THE DEFILEMENTS, which not only prevented a person's attendance on sacred duties; but also rendered him unfit for intercourse with other persons, were recognised, and had an existence among the Hebrews before as well as after the time of Moses. They also existed at a very early period among many other nations. If a man were defiled or rendered unclean by disease, it originated in the belief that the disease was contagious. If he were defiled from any other cause, that cause, whatever it might be, was something which was associated with ideas of impurity, with dislike, or abhorrence, in the minds of the people. Moses defined more accurately than had previously been done, those things to which it was the custom to attach the opprobrium of communicating uncleanness; and in order to increase and perpetuate the separation which existed between the Hebrews and the Gentile nations; and to render the former less liable to become idolaters, he appointed and regulated the ceremonies, by which unclean persons might be purified and restored to the privileges of the tabernacle and to the intercourse of friends. If a person, who was defiled or unclean, touched another, he rendered

the other person as unclean as himself, and both were excluded from the tabernacle and temple, Lev. xiii. 3.

Those persons, who, according to the Levitical law, were un

clean were,

I. Persons who were afflicted with the leprosy. They were not permitted to dwell within the limits of either cities or villages. They were clad in a rent and miserable garment, and were compelled to cry out to every one whom they met, “Unclean, unclean!" Lev. xiii. 45; Numb. v. 2, et seq.

II. The GONORRHEA, or seed-flux, whether BENIGNA or VIRULENTA, was a source of uncleanness to any person who was the subject of it, Lev. xv. iii.

III. Whoever had an EMISSIO SEMINIS, even in legitimate intercourse, was to be unclean till the evening, Lev. xv. 16-22.

IV. Women after the birth of a son were unclean for seven, and after the birth of a daughter, for fourteen days.
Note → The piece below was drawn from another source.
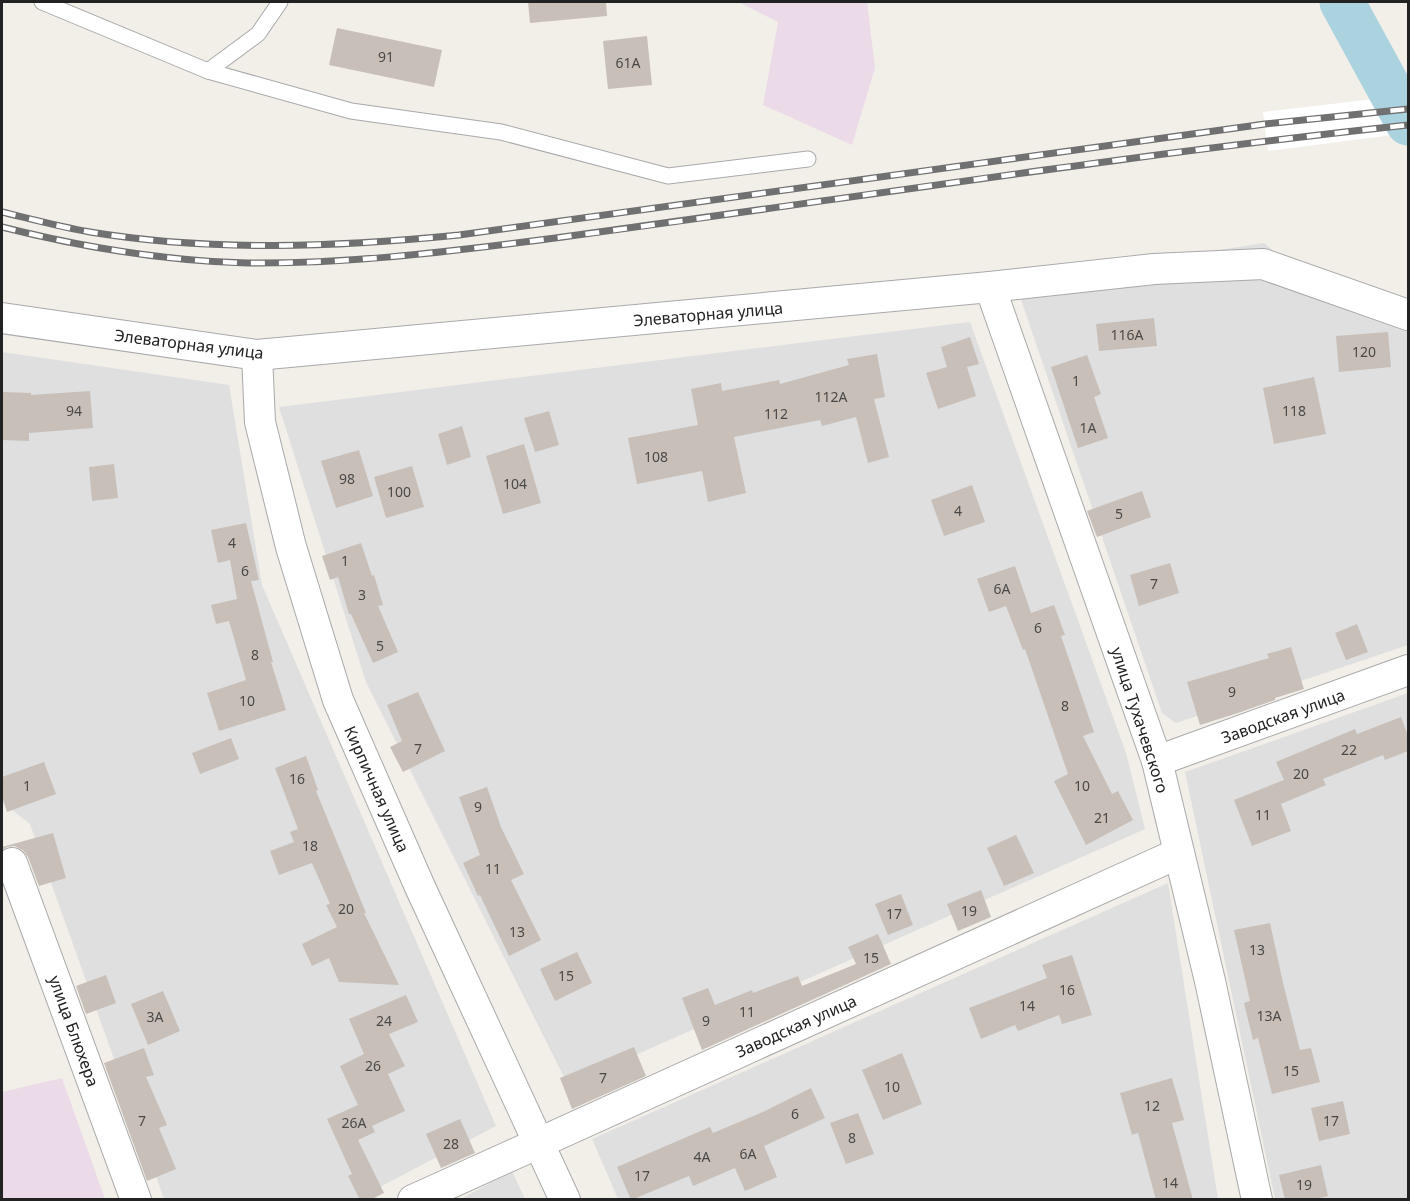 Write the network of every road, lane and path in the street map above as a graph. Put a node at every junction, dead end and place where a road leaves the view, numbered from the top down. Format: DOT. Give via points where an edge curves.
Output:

And in case the infant was a manchild, they were debarred during the thirtythree following days from the tabernacle and temple, and from the sacrifices; in case the child was a female, they were thus debarred during the sixty-six following days, Lev. xii. 1-6; xv. 16-28.
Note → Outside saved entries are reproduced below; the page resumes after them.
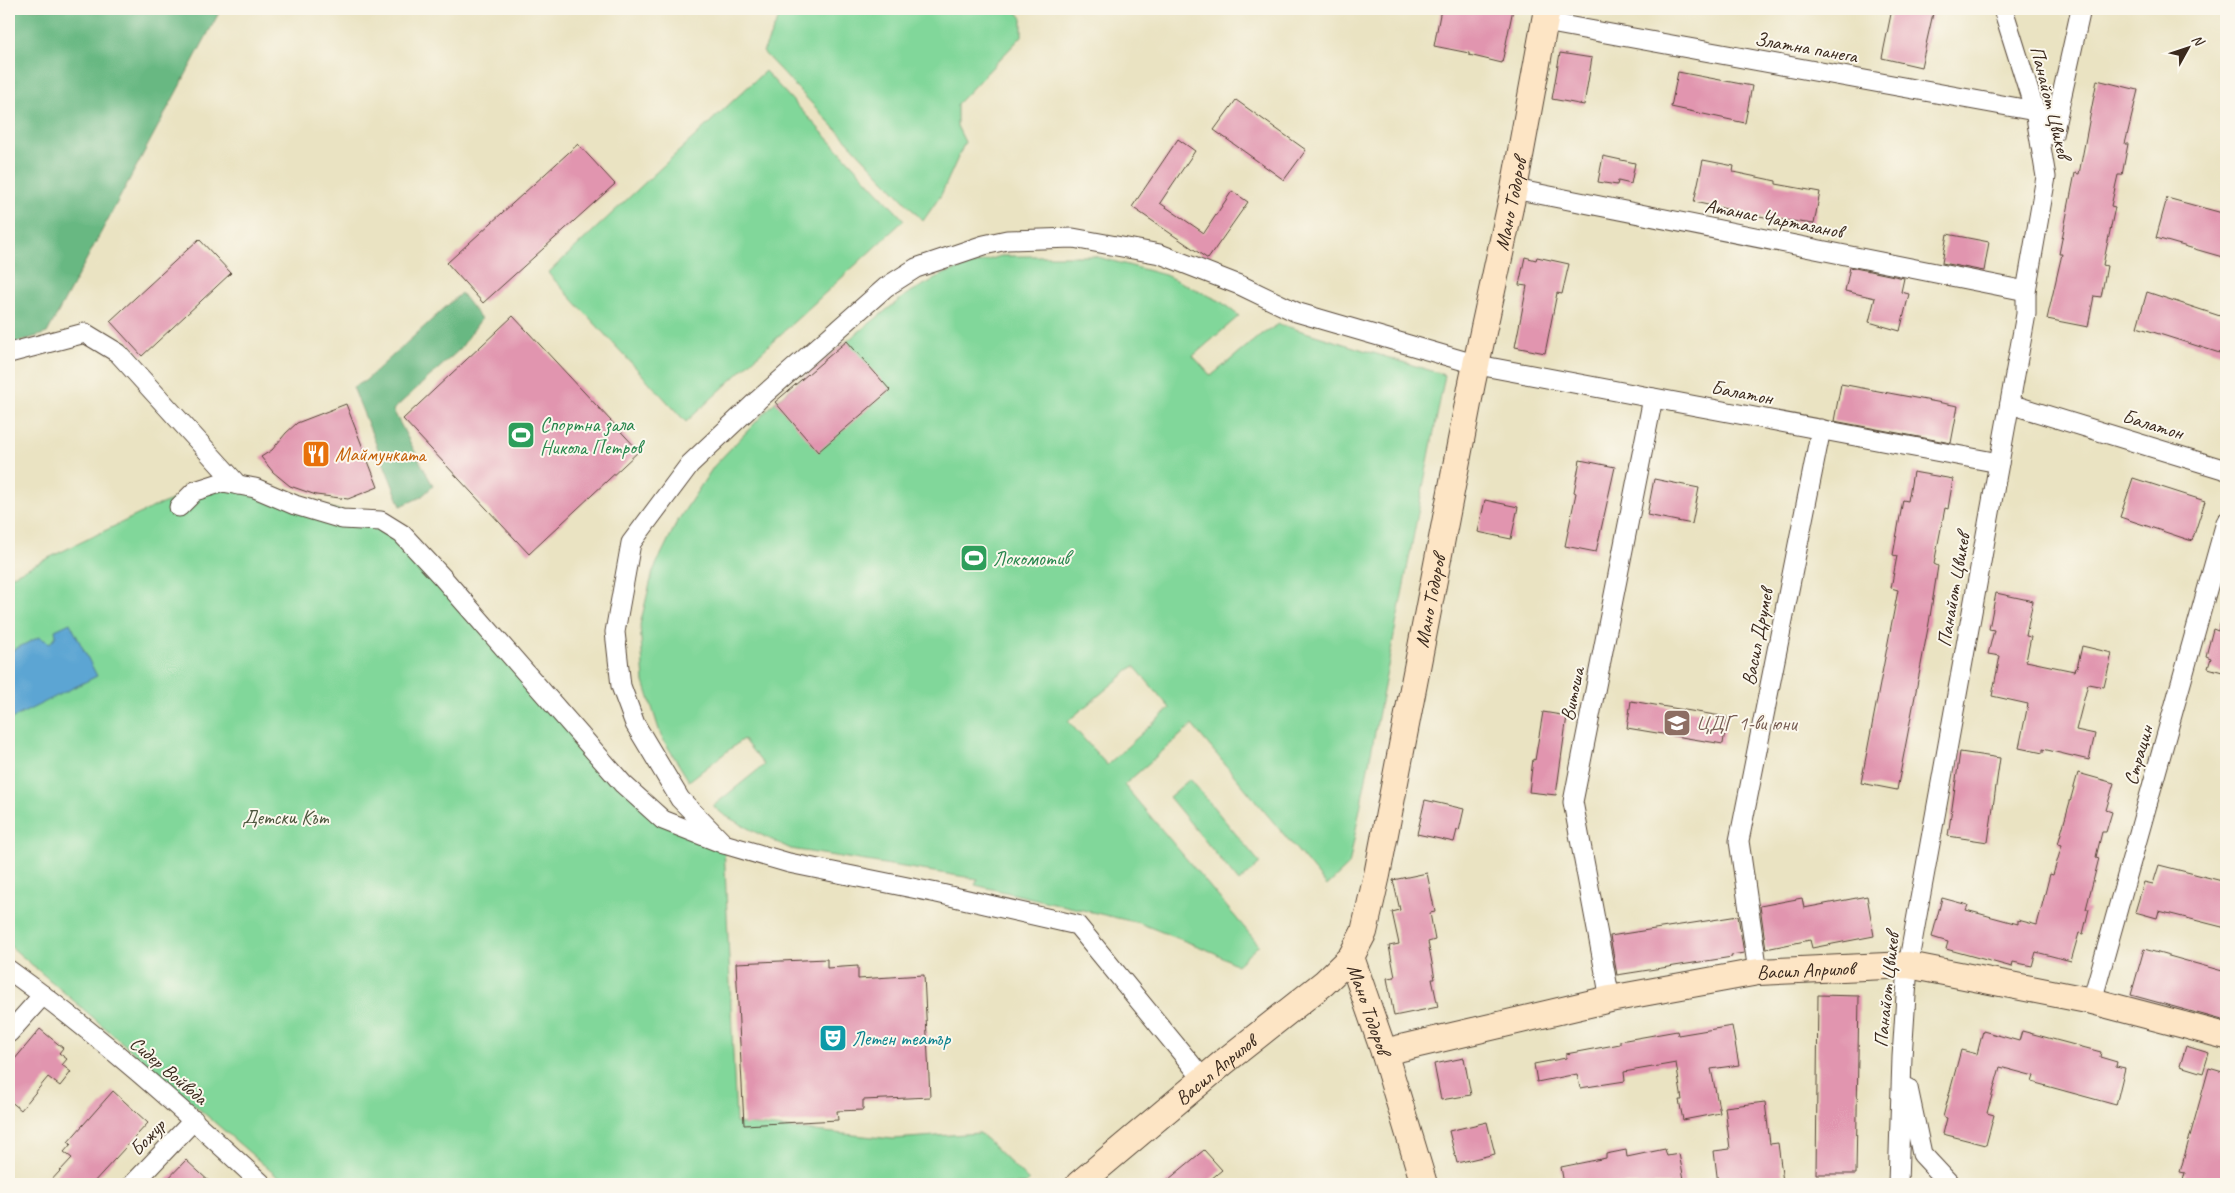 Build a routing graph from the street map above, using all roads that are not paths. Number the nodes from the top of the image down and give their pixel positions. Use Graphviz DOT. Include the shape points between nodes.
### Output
graph roads {
  1 [pos="2003,9"];
  2 [pos="2081,9"];
  3 [pos="1546,15"];
  4 [pos="2035,111"];
  5 [pos="2055,124"];
  6 [pos="2046,177"];
  7 [pos="1514,189"];
  8 [pos="2026,291"];
  9 [pos="9,354"];
  10 [pos="1478,365"];
  11 [pos="1654,398"];
  12 [pos="2010,404"];
  13 [pos="1821,430"];
  14 [pos="1999,463"];
  15 [pos="2226,470"];
  16 [pos="238,485"];
  17 [pos="179,507"];
  18 [pos="2226,522"];
  19 [pos="724,844"];
  20 [pos="1351,957"];
  21 [pos="1908,965"];
  22 [pos="9,970"];
  23 [pos="1758,972"];
  24 [pos="43,995"];
  25 [pos="1610,999"];
  26 [pos="2092,1001"];
  27 [pos="9,1032"];
  28 [pos="2226,1036"];
  29 [pos="1384,1052"];
  30 [pos="1902,1058"];
  31 [pos="1204,1080"];
  32 [pos="194,1120"];
  33 [pos="133,1184"];
  34 [pos="262,1184"];
  35 [pos="1079,1184"];
  36 [pos="1424,1184"];
  37 [pos="1898,1184"];
  38 [pos="1950,1184"];
  1 -- 4 [label="street, Панайот Цвикев"];
  2 -- 5 [label="street"];
  3 -- 4 [label="street, Златна панега"];
  3 -- 7 [label="street, Мано Тодоров"];
  4 -- 5 [label="street, Златна панега"];
  4 -- 6 [label="street, Панайот Цвикев"];
  5 -- 6 [label="street"];
  6 -- 8 [label="street, Панайот Цвикев"];
  7 -- 8 [label="street, Атанас Чартазанов"];
  7 -- 10 [label="street, Мано Тодоров"];
  8 -- 12 [label="street, Панайот Цвикев" via="2026,314"];
  9 -- 16 [label="street" via="85,333 118,353"];
  10 -- 11 [label="street, Балатон"];
  10 -- 19 [label="street, Балатон" via="1296,312 1242,286 1160,254 1088,240 1007,240 916,268 879,294 690,464 631,543 615,632 621,686 635,724 680,799"];
  10 -- 20 [label="street, Мано Тодоров" via="1377,875 1364,932"];
  11 -- 13 [label="street, Балатон"];
  11 -- 25 [label="street, Витоша" via="1573,802"];
  12 -- 14 [label="street, Панайот Цвикев"];
  12 -- 15 [label="street, Балатон"];
  13 -- 14 [label="street, Балатон"];
  13 -- 23 [label="street, Васил Друмев" via="1738,841"];
  14 -- 21 [label="street, Панайот Цвикев"];
  16 -- 17 [label="street" via="223,482 195,491"];
  16 -- 19 [label="street" via="342,519 381,521 402,534 623,784 662,820"];
  18 -- 26 [label="street, Страцин"];
  19 -- 31 [label="street" via="789,863 1077,925"];
  20 -- 29 [label="street, Мано Тодоров"];
  20 -- 31 [label="street, Васил Априлов" via="1324,983"];
  21 -- 23 [label="street, Васил Априлов"];
  21 -- 26 [label="street, Васил Априлов"];
  21 -- 30 [label="street, Панайот Цвикев"];
  22 -- 24 [label="street, Сидер Войвода"];
  23 -- 25 [label="street, Васил Априлов"];
  24 -- 27 [label="street"];
  24 -- 32 [label="street, Сидер Войвода"];
  25 -- 29 [label="street, Васил Априлов"];
  26 -- 28 [label="street, Васил Априлов"];
  29 -- 36 [label="street, Мано Тодоров"];
  30 -- 37 [label="street, Панайот Цвикев"];
  30 -- 38 [label="street" via="1922,1154"];
  31 -- 35 [label="street, Васил Априлов"];
  32 -- 33 [label="street, Божур"];
  32 -- 34 [label="street, Сидер Войвода"];
}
V. Women, during the period of the menses, and when labouring under the disease denominated an issue of blood, were unclean, Lev. xv. 19-21; Matt. ix. 20.

VI. He, who had touched the corpse of a man, or the carcase of an animal, a sepulchre, or the bones of a dead person; likewise he who had been in the tent, or in the room, or house of the dying or dead, were all of them unclean for seven days. Priests were rendered unclean by merely wearing the badges of mourning; and for that reason they never assumed them, except in case of the death of parents, children, brothers, or unmarried sisters residing in their father's house. For the same reason, viz. the circumstance of their communicating uncleanness, the habili ments of mourning were altogether interdicted to the high priest, Lev. v. 2; xi. 8-11, 24-31; xxi. 1-5, 10, 11; Numb. xix. 11-15.